WORK ITEM:
Images should be left out, and everything else in the listing reproduced exactly.

TASK INPUTS:
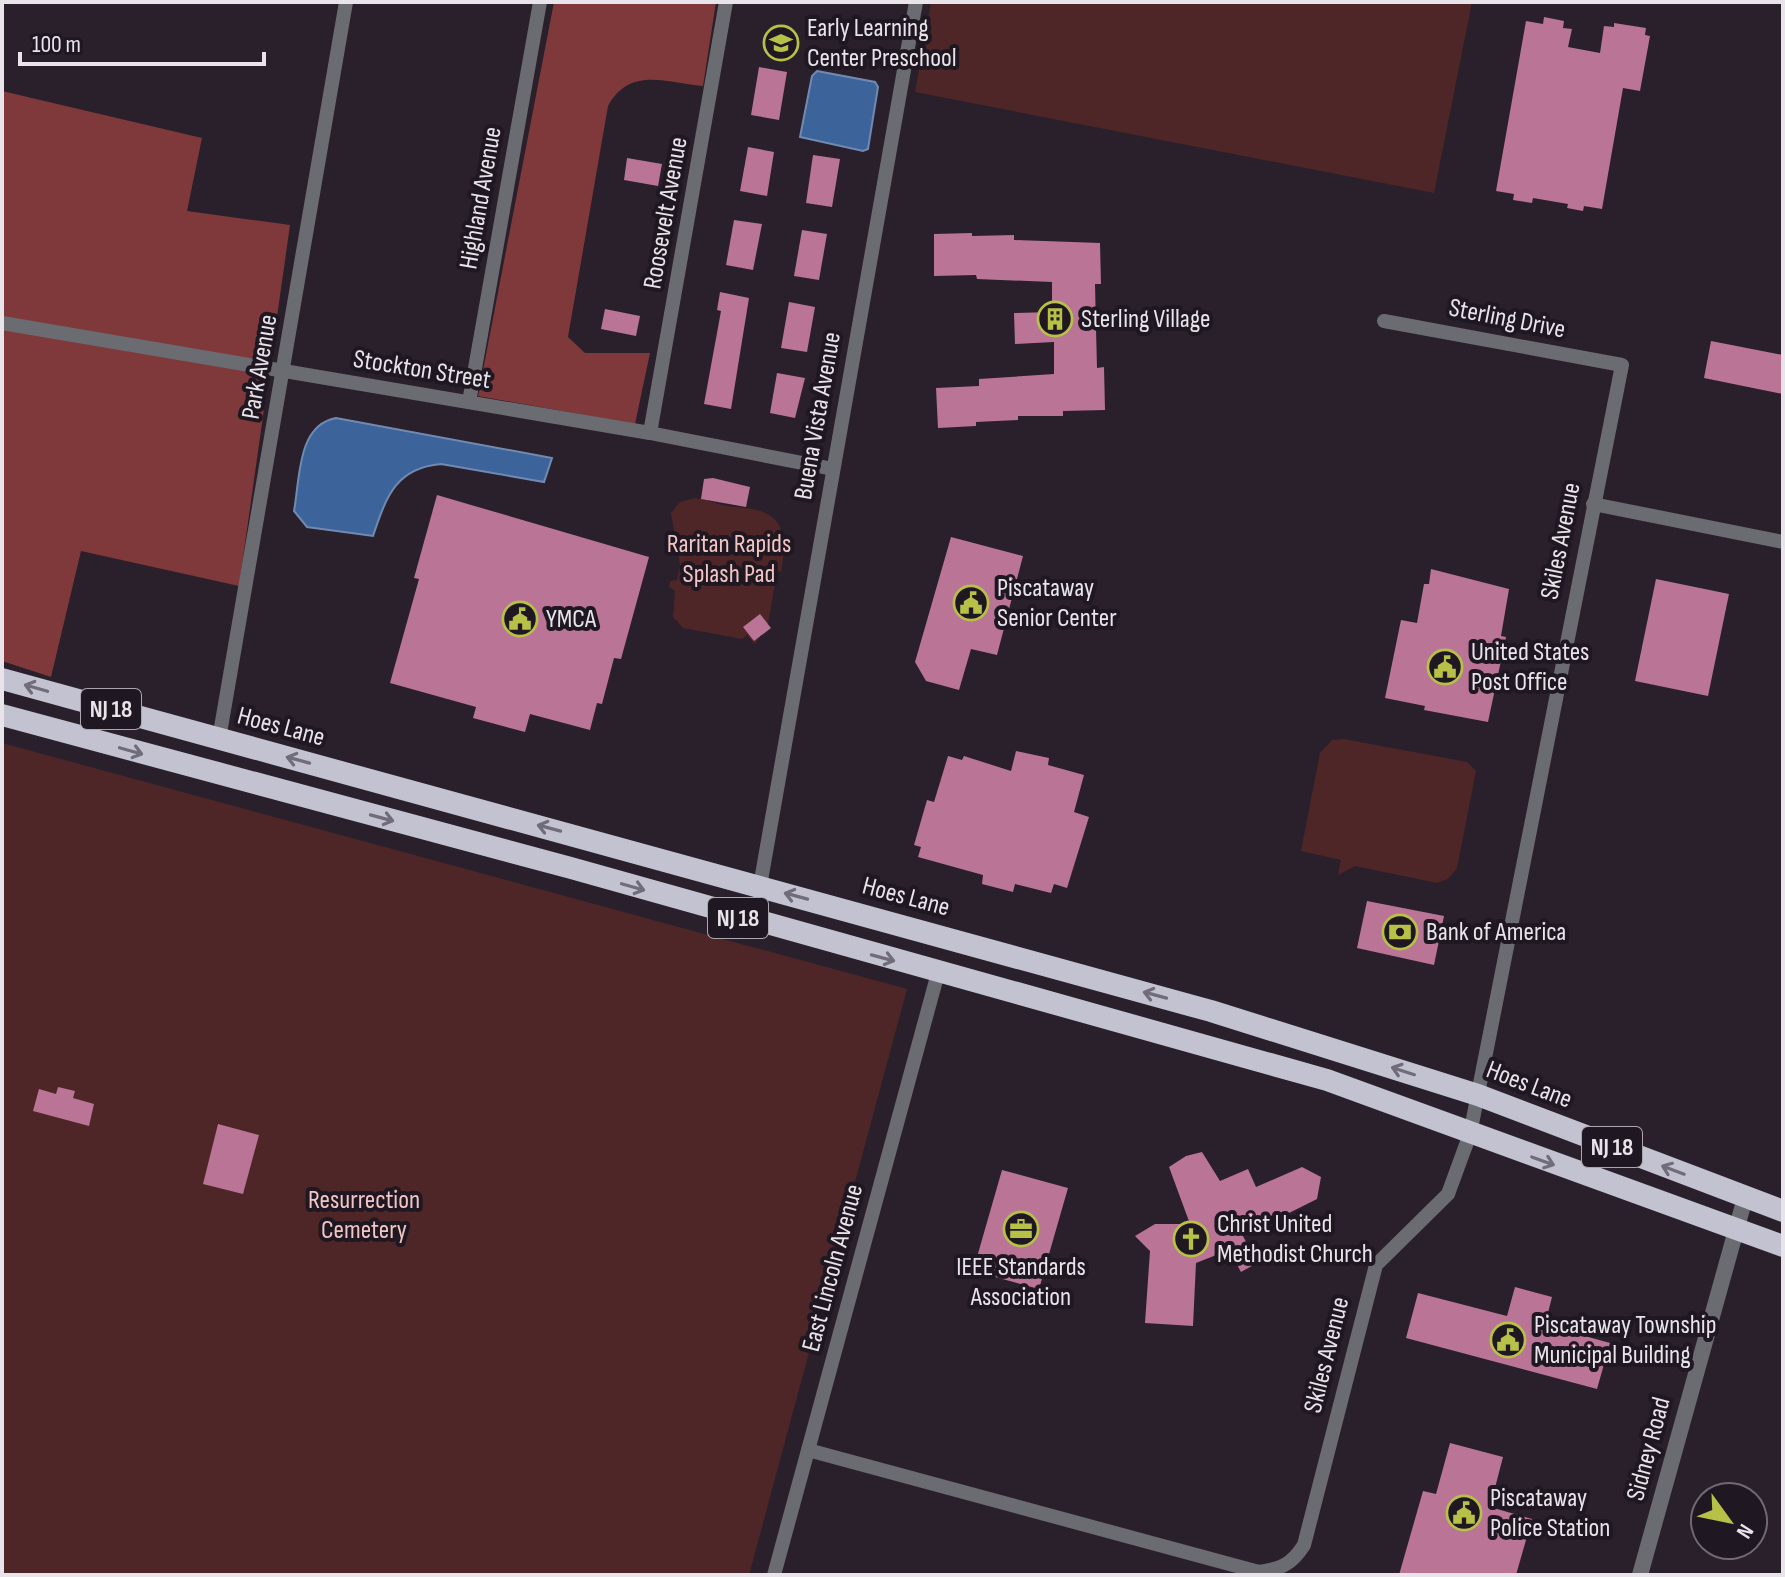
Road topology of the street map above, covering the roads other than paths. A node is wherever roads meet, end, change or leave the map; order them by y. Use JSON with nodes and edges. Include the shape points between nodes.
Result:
{"nodes":[{"id":1,"x":346,"y":2,"type":"edge"},
{"id":2,"x":540,"y":2,"type":"edge"},
{"id":3,"x":726,"y":2,"type":"edge"},
{"id":4,"x":916,"y":2,"type":"edge"},
{"id":5,"x":1384,"y":321,"type":"dead end"},
{"id":6,"x":2,"y":323,"type":"edge"},
{"id":7,"x":1622,"y":365,"type":"joint"},
{"id":8,"x":283,"y":372,"type":"junction"},
{"id":9,"x":469,"y":402,"type":"junction"},
{"id":10,"x":650,"y":433,"type":"junction"},
{"id":11,"x":833,"y":469,"type":"junction"},
{"id":12,"x":1593,"y":504,"type":"junction"},
{"id":13,"x":1783,"y":542,"type":"edge"},
{"id":14,"x":2,"y":679,"type":"edge"},
{"id":15,"x":2,"y":715,"type":"edge"},
{"id":16,"x":219,"y":739,"type":"junction"},
{"id":17,"x":760,"y":886,"type":"junction"},
{"id":18,"x":938,"y":973,"type":"junction"},
{"id":19,"x":1478,"y":1095,"type":"junction"},
{"id":20,"x":1470,"y":1134,"type":"junction"},
{"id":21,"x":1745,"y":1198,"type":"junction"},
{"id":22,"x":1783,"y":1211,"type":"edge"},
{"id":23,"x":1736,"y":1231,"type":"junction"},
{"id":24,"x":1783,"y":1246,"type":"edge"},
{"id":25,"x":808,"y":1450,"type":"junction"},
{"id":26,"x":774,"y":1575,"type":"edge"},
{"id":27,"x":1640,"y":1575,"type":"edge"}],
"edges":[{"from":1,"to":8,"type":"street","name":"Park Avenue"},
{"from":2,"to":9,"type":"street","name":"Highland Avenue"},
{"from":3,"to":10,"type":"street","name":"Roosevelt Avenue"},
{"from":4,"to":11,"type":"street","name":"Buena Vista Avenue"},
{"from":5,"to":7,"type":"street","name":"Sterling Drive"},
{"from":6,"to":8,"type":"street","name":"Stockton Street"},
{"from":7,"to":12,"type":"street","name":"Skiles Avenue"},
{"from":8,"to":9,"type":"street","name":"Stockton Street"},
{"from":8,"to":16,"type":"street","name":"Park Avenue"},
{"from":9,"to":10,"type":"street","name":"Stockton Street"},
{"from":10,"to":11,"type":"street","name":"Stockton Street"},
{"from":11,"to":17,"type":"street","name":"Buena Vista Avenue"},
{"from":12,"to":13,"type":"street"},
{"from":12,"to":19,"type":"street","name":"Skiles Avenue"},
{"from":16,"to":14,"type":"highway","name":"Hoes Lane","number":"NJ 18","one_way":true},
{"from":15,"to":18,"type":"highway","number":"NJ 18","one_way":true},
{"from":17,"to":16,"type":"highway","name":"Hoes Lane","number":"NJ 18","one_way":true},
{"from":19,"to":17,"type":"highway","name":"Hoes Lane","number":"NJ 18","one_way":true,"via":[[1211,1011]]},
{"from":18,"to":20,"type":"highway","number":"NJ 18","via":[[1327,1080]]},
{"from":18,"to":25,"type":"street","name":"East Lincoln Avenue"},
{"from":19,"to":20,"type":"street","name":"Skiles Avenue"},
{"from":21,"to":19,"type":"highway","name":"Hoes Lane","number":"NJ 18","one_way":true},
{"from":20,"to":23,"type":"highway","number":"NJ 18","one_way":true},
{"from":20,"to":25,"type":"street","name":"Skiles Avenue","via":[[1448,1194],[1376,1265],[1304,1545],[1294,1561],[1278,1569],[1259,1572]]},
{"from":21,"to":22,"type":"highway","name":"Hoes Lane","number":"NJ 18"},
{"from":21,"to":23,"type":"street","name":"Sidney Road"},
{"from":23,"to":24,"type":"highway","number":"NJ 18"},
{"from":23,"to":27,"type":"street","name":"Sidney Road"},
{"from":25,"to":26,"type":"street","name":"East Lincoln Avenue"}]}
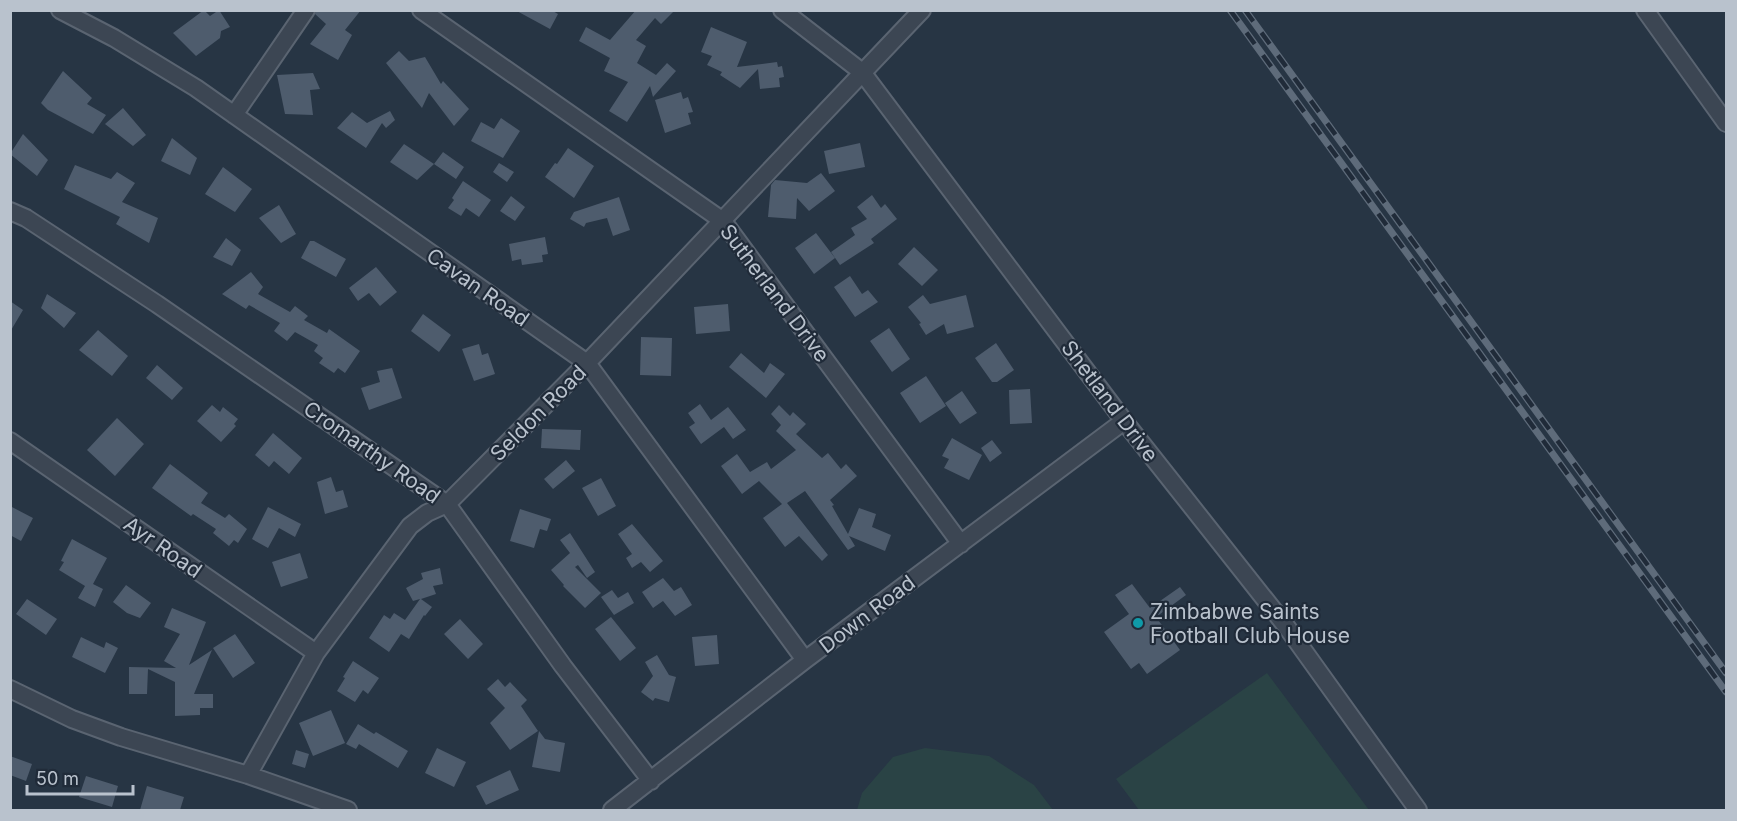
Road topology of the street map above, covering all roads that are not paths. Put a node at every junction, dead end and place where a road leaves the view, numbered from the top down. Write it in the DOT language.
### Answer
graph roads {
  1 [pos="60,10"];
  2 [pos="306,10"];
  3 [pos="421,10"];
  4 [pos="782,10"];
  5 [pos="922,10"];
  6 [pos="1645,10"];
  7 [pos="862,72"];
  8 [pos="234,115"];
  9 [pos="1725,116"];
  10 [pos="10,211"];
  11 [pos="723,221"];
  12 [pos="587,363"];
  13 [pos="1124,422"];
  14 [pos="10,441"];
  15 [pos="447,504"];
  16 [pos="961,544"];
  17 [pos="316,653"];
  18 [pos="805,660"];
  19 [pos="10,689"];
  20 [pos="248,775"];
  21 [pos="651,781"];
  22 [pos="348,810"];
  23 [pos="612,810"];
  24 [pos="1418,810"];
  1 -- 8 [label="street, Cavan Road"];
  2 -- 8 [label="street"];
  3 -- 11 [label="street, Sutherland Drive"];
  4 -- 7 [label="street, Shetland Drive"];
  5 -- 7 [label="street, Seldon Road"];
  6 -- 9 [label="street"];
  7 -- 11 [label="street, Seldon Road"];
  7 -- 13 [label="street, Shetland Drive"];
  8 -- 12 [label="street, Cavan Road"];
  10 -- 15 [label="street, Cromarthy Road"];
  11 -- 12 [label="street, Seldon Road"];
  11 -- 16 [label="street, Sutherland Drive"];
  12 -- 15 [label="street, Seldon Road"];
  12 -- 18 [label="street, Cavan Road"];
  13 -- 16 [label="street, Down Road"];
  13 -- 24 [label="street, Shetland Drive"];
  14 -- 17 [label="street, Ayr Road"];
  15 -- 17 [label="street, Seldon Road"];
  15 -- 21 [label="street, Cromarthy Road"];
  16 -- 18 [label="street, Down Road"];
  17 -- 20 [label="street, Seldon Road"];
  18 -- 21 [label="street, Down Road"];
  19 -- 20 [label="street"];
  20 -- 22 [label="street"];
  21 -- 23 [label="street, Down Road"];
}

YOUR RESPONSE:
Road topology of the street map above, covering the roads other than paths. A node is wherever roads meet, end, change or leave the map; order them by y. Use JSON with nodes and edges. Include the shape points between nodes.
Result:
{"nodes":[{"id":1,"x":346,"y":2,"type":"edge"},
{"id":2,"x":540,"y":2,"type":"edge"},
{"id":3,"x":726,"y":2,"type":"edge"},
{"id":4,"x":916,"y":2,"type":"edge"},
{"id":5,"x":1384,"y":321,"type":"dead end"},
{"id":6,"x":2,"y":323,"type":"edge"},
{"id":7,"x":1622,"y":365,"type":"joint"},
{"id":8,"x":283,"y":372,"type":"junction"},
{"id":9,"x":469,"y":402,"type":"junction"},
{"id":10,"x":650,"y":433,"type":"junction"},
{"id":11,"x":833,"y":469,"type":"junction"},
{"id":12,"x":1593,"y":504,"type":"junction"},
{"id":13,"x":1783,"y":542,"type":"edge"},
{"id":14,"x":2,"y":679,"type":"edge"},
{"id":15,"x":2,"y":715,"type":"edge"},
{"id":16,"x":219,"y":739,"type":"junction"},
{"id":17,"x":760,"y":886,"type":"junction"},
{"id":18,"x":938,"y":973,"type":"junction"},
{"id":19,"x":1478,"y":1095,"type":"junction"},
{"id":20,"x":1470,"y":1134,"type":"junction"},
{"id":21,"x":1745,"y":1198,"type":"junction"},
{"id":22,"x":1783,"y":1211,"type":"edge"},
{"id":23,"x":1736,"y":1231,"type":"junction"},
{"id":24,"x":1783,"y":1246,"type":"edge"},
{"id":25,"x":808,"y":1450,"type":"junction"},
{"id":26,"x":774,"y":1575,"type":"edge"},
{"id":27,"x":1640,"y":1575,"type":"edge"}],
"edges":[{"from":1,"to":8,"type":"street","name":"Park Avenue"},
{"from":2,"to":9,"type":"street","name":"Highland Avenue"},
{"from":3,"to":10,"type":"street","name":"Roosevelt Avenue"},
{"from":4,"to":11,"type":"street","name":"Buena Vista Avenue"},
{"from":5,"to":7,"type":"street","name":"Sterling Drive"},
{"from":6,"to":8,"type":"street","name":"Stockton Street"},
{"from":7,"to":12,"type":"street","name":"Skiles Avenue"},
{"from":8,"to":9,"type":"street","name":"Stockton Street"},
{"from":8,"to":16,"type":"street","name":"Park Avenue"},
{"from":9,"to":10,"type":"street","name":"Stockton Street"},
{"from":10,"to":11,"type":"street","name":"Stockton Street"},
{"from":11,"to":17,"type":"street","name":"Buena Vista Avenue"},
{"from":12,"to":13,"type":"street"},
{"from":12,"to":19,"type":"street","name":"Skiles Avenue"},
{"from":16,"to":14,"type":"highway","name":"Hoes Lane","number":"NJ 18","one_way":true},
{"from":15,"to":18,"type":"highway","number":"NJ 18","one_way":true},
{"from":17,"to":16,"type":"highway","name":"Hoes Lane","number":"NJ 18","one_way":true},
{"from":19,"to":17,"type":"highway","name":"Hoes Lane","number":"NJ 18","one_way":true,"via":[[1211,1011]]},
{"from":18,"to":20,"type":"highway","number":"NJ 18","via":[[1327,1080]]},
{"from":18,"to":25,"type":"street","name":"East Lincoln Avenue"},
{"from":19,"to":20,"type":"street","name":"Skiles Avenue"},
{"from":21,"to":19,"type":"highway","name":"Hoes Lane","number":"NJ 18","one_way":true},
{"from":20,"to":23,"type":"highway","number":"NJ 18","one_way":true},
{"from":20,"to":25,"type":"street","name":"Skiles Avenue","via":[[1448,1194],[1376,1265],[1304,1545],[1294,1561],[1278,1569],[1259,1572]]},
{"from":21,"to":22,"type":"highway","name":"Hoes Lane","number":"NJ 18"},
{"from":21,"to":23,"type":"street","name":"Sidney Road"},
{"from":23,"to":24,"type":"highway","number":"NJ 18"},
{"from":23,"to":27,"type":"street","name":"Sidney Road"},
{"from":25,"to":26,"type":"street","name":"East Lincoln Avenue"}]}
Road topology of the street map above, covering all roads that are not paths. Put a node at every junction, dead end and place where a road leaves the view, numbered from the top down. Write it in the DOT language.
### Answer
graph roads {
  1 [pos="60,10"];
  2 [pos="306,10"];
  3 [pos="421,10"];
  4 [pos="782,10"];
  5 [pos="922,10"];
  6 [pos="1645,10"];
  7 [pos="862,72"];
  8 [pos="234,115"];
  9 [pos="1725,116"];
  10 [pos="10,211"];
  11 [pos="723,221"];
  12 [pos="587,363"];
  13 [pos="1124,422"];
  14 [pos="10,441"];
  15 [pos="447,504"];
  16 [pos="961,544"];
  17 [pos="316,653"];
  18 [pos="805,660"];
  19 [pos="10,689"];
  20 [pos="248,775"];
  21 [pos="651,781"];
  22 [pos="348,810"];
  23 [pos="612,810"];
  24 [pos="1418,810"];
  1 -- 8 [label="street, Cavan Road"];
  2 -- 8 [label="street"];
  3 -- 11 [label="street, Sutherland Drive"];
  4 -- 7 [label="street, Shetland Drive"];
  5 -- 7 [label="street, Seldon Road"];
  6 -- 9 [label="street"];
  7 -- 11 [label="street, Seldon Road"];
  7 -- 13 [label="street, Shetland Drive"];
  8 -- 12 [label="street, Cavan Road"];
  10 -- 15 [label="street, Cromarthy Road"];
  11 -- 12 [label="street, Seldon Road"];
  11 -- 16 [label="street, Sutherland Drive"];
  12 -- 15 [label="street, Seldon Road"];
  12 -- 18 [label="street, Cavan Road"];
  13 -- 16 [label="street, Down Road"];
  13 -- 24 [label="street, Shetland Drive"];
  14 -- 17 [label="street, Ayr Road"];
  15 -- 17 [label="street, Seldon Road"];
  15 -- 21 [label="street, Cromarthy Road"];
  16 -- 18 [label="street, Down Road"];
  17 -- 20 [label="street, Seldon Road"];
  18 -- 21 [label="street, Down Road"];
  19 -- 20 [label="street"];
  20 -- 22 [label="street"];
  21 -- 23 [label="street, Down Road"];
}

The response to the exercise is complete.